Announcement

Saturday, February 05, 2011

Optimizing Django database access : some ideas/experiments

Originally published on BootstrapToday Blog  

As we added more features to BootStrapToday, we started facing issues of performance. Page access was getting progressively slower. Recently we analyzed page performance using excellent Django Debug Toolbar and discovered that in worst there were more than 500 database calls in a page. Obviously that was making page display slow. After looking at various calls, analyzing the code and making changes, we were able to bring it down to about 80 calls and dramatically improving the performance.  Django has excellent general purpose caching framework. However, it’s better to minimize the calls and then add caching for remaining queries. In this article, I am going to show a simple but effective idea for improving the database access performance.

In Django, a common reason for increased database calls in ForeignKey fields. When you try to access the variable representing foreign key typically it results in a database access. Usually suggested solution to this problem is use of ‘select_related’ function of Django query set API. It can substantially reduce the number of database calls. Sometimes it is not possible to use ‘select_related’ (e.g. you don’t want to change how a third party app works or changing the queries requires significant change in the logic etc).

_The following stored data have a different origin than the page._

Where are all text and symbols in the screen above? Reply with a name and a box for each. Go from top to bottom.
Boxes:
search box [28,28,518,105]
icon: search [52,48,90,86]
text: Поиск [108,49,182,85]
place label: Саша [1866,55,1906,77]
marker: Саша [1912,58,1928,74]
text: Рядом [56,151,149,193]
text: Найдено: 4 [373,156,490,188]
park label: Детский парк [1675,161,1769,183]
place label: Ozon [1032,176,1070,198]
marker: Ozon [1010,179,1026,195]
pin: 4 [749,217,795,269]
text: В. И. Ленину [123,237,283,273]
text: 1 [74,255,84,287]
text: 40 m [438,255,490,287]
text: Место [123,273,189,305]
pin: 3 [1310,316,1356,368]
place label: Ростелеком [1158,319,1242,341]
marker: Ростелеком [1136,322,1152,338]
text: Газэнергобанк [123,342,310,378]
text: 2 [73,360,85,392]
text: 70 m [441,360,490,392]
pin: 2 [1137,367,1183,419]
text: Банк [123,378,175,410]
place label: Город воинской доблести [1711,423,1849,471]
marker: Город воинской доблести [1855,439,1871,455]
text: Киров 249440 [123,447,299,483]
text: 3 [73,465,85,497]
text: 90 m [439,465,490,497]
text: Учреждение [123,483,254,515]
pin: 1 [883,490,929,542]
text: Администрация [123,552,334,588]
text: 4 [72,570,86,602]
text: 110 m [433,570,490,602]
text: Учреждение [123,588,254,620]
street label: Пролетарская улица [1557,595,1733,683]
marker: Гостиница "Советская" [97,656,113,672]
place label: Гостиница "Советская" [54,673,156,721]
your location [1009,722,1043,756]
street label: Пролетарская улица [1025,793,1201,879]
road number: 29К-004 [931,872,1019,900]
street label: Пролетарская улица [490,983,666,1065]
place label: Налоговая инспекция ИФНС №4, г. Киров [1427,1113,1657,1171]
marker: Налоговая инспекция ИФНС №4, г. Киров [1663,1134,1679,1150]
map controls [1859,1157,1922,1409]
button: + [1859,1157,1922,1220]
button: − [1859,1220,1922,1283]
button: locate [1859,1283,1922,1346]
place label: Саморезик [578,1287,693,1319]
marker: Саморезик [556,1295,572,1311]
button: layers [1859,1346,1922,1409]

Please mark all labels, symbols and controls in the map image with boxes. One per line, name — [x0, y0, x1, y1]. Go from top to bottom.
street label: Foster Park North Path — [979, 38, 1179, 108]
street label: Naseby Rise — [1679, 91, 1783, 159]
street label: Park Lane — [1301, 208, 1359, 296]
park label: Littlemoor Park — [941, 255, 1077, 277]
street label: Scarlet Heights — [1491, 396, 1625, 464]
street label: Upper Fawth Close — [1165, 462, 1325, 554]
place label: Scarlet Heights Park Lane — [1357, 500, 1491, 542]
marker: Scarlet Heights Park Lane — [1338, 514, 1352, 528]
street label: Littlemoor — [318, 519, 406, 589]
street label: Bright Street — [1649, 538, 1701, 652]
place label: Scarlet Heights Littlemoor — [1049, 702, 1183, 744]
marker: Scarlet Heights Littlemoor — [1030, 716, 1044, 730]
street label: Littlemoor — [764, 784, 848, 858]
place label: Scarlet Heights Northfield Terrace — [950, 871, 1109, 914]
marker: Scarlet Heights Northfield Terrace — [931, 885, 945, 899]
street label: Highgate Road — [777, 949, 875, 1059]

In our case, we have Foreign Key fields like Priority, Status etc on Ticket models. These fields are there because later we want to add ability to ‘customize’ these fields. However, the values in these tables rarely change. Hence usually this results in multiple queries to get the same data.  Usually these are ‘get’ calls. If we can add a simple caching to ‘get’ queries for status, priority etc, then we can significantly reduce the number of database calls.

In Django, a new connection is opened to handle a new request. Hence if we add model instance cache to ‘connection’ then query results will be cached during handling of one request. New request will make the database query again. With this strategy we don’t need complicated logic to clear ‘stale’ items from the cache.



from django.db import connection
from django.core import signals

def install_cache(*args, **kwargs):
    setattr(connection, 'model_cache', dict())

def clear_cache(*args, **kwargs):
    delattr(connection, 'model_cache')

signals.request_started.connect(install_cache)
signals.request_finished.connect(clear_cache)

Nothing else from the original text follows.